§ WHAT YOU WILL DO
Every line below containing the word "天童北路" should be found and copied.

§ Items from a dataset
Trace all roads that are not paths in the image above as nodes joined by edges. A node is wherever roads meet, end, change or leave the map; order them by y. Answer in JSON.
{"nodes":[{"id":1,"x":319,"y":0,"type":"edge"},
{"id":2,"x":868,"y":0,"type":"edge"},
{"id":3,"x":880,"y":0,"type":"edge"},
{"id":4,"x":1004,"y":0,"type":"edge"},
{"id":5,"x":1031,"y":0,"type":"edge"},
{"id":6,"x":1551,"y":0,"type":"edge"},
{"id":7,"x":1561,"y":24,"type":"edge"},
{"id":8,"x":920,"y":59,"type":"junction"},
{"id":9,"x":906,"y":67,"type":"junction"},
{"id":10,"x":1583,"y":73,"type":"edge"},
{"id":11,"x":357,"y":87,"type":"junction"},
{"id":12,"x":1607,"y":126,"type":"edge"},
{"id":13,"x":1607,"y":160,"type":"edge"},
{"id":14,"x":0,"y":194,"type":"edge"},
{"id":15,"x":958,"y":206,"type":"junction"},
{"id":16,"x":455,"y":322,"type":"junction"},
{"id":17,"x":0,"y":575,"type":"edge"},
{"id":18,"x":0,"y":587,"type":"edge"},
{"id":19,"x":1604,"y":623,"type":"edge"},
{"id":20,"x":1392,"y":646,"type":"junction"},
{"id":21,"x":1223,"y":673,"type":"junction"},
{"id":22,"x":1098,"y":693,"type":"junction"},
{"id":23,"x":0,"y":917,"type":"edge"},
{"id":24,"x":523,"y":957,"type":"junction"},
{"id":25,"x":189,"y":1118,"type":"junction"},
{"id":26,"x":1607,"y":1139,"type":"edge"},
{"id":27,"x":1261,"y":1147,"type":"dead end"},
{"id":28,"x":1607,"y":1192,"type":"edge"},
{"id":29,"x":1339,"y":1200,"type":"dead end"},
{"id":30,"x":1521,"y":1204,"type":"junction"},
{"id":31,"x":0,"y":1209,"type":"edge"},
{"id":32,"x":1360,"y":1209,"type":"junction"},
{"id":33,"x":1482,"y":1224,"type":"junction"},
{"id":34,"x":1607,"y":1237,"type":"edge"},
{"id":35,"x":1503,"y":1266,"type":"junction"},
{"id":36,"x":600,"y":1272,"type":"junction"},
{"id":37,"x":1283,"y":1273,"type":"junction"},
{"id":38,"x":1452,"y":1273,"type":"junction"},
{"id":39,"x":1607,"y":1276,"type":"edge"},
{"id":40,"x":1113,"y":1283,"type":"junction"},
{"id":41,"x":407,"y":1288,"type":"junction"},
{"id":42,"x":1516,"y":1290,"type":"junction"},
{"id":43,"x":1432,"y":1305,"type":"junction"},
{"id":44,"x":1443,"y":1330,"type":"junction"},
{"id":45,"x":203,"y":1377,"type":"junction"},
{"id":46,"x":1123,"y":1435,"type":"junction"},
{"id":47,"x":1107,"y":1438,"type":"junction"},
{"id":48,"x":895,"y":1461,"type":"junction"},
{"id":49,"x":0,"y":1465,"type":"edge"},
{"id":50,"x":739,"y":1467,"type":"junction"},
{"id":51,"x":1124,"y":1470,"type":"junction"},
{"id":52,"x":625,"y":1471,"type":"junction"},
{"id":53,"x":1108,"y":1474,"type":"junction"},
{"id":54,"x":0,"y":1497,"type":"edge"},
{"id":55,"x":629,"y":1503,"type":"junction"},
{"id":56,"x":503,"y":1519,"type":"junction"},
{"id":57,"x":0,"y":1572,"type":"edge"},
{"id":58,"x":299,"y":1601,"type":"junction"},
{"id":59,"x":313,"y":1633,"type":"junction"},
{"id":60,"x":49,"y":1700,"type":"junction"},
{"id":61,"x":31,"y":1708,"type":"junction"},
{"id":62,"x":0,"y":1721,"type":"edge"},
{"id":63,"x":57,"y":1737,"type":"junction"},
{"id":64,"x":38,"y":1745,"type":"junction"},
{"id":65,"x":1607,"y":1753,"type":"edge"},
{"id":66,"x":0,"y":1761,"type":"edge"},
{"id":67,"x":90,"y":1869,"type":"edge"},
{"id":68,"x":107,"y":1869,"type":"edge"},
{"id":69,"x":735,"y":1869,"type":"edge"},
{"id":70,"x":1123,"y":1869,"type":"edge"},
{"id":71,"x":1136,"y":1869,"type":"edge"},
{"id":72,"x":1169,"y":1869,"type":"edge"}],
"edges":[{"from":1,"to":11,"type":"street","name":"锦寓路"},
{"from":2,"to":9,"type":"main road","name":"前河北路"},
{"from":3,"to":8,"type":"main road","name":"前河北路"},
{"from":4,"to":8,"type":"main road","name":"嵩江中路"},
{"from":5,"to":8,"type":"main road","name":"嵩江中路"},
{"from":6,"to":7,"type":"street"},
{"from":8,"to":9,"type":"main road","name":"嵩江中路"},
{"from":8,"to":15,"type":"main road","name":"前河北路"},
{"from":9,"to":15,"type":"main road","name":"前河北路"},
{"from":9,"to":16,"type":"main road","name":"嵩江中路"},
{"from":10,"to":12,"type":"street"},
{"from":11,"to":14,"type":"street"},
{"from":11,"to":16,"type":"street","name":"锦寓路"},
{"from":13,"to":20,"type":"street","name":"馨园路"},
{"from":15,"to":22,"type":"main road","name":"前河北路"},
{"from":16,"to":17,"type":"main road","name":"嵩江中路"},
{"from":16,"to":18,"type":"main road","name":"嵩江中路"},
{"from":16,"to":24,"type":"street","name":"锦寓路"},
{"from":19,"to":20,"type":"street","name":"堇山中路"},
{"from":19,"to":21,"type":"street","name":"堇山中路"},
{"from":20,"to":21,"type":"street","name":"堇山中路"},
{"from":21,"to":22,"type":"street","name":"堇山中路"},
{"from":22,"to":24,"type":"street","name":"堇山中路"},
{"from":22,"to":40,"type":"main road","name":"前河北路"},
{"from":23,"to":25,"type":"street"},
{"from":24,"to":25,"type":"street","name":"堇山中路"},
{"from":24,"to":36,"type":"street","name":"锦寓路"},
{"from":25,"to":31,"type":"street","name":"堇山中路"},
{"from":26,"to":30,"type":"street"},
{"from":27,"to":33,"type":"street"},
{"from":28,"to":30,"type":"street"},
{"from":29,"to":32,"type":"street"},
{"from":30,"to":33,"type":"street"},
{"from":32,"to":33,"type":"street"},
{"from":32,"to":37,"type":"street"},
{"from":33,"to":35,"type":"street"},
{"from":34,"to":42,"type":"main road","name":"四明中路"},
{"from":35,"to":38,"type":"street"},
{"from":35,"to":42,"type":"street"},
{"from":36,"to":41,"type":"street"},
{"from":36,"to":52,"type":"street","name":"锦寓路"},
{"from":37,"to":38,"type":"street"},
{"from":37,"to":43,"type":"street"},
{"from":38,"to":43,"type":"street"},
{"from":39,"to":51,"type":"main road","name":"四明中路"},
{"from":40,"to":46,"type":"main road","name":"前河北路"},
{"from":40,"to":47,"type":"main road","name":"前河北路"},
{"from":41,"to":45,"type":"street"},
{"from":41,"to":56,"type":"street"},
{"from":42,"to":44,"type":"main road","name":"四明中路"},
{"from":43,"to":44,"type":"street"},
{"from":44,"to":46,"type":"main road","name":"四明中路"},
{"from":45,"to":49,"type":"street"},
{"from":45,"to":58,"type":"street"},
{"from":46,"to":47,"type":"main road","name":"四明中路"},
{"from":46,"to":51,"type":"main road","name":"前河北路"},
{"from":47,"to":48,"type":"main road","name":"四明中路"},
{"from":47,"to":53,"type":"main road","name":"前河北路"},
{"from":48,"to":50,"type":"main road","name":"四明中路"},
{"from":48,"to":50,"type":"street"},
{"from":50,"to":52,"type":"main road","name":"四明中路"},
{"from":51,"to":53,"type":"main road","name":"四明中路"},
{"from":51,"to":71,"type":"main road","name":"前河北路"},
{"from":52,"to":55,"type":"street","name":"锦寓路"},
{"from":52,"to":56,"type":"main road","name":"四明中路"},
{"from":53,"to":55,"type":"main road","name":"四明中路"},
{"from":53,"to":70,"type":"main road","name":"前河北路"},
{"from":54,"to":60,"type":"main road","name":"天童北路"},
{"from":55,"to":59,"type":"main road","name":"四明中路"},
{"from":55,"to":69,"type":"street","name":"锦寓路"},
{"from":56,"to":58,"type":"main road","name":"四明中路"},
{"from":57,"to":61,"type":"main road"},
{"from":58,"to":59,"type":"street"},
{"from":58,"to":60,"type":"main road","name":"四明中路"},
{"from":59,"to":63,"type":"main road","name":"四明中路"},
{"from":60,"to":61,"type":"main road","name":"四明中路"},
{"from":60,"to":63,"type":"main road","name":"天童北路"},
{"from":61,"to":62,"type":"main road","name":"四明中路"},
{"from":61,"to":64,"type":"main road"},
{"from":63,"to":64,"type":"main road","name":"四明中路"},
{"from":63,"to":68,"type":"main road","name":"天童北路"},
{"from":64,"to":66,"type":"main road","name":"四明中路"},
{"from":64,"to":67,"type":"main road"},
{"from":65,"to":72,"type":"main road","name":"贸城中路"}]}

§ TASK RESPONSE
{"from":54,"to":60,"type":"main road","name":"天童北路"},
{"from":60,"to":63,"type":"main road","name":"天童北路"},
{"from":63,"to":68,"type":"main road","name":"天童北路"},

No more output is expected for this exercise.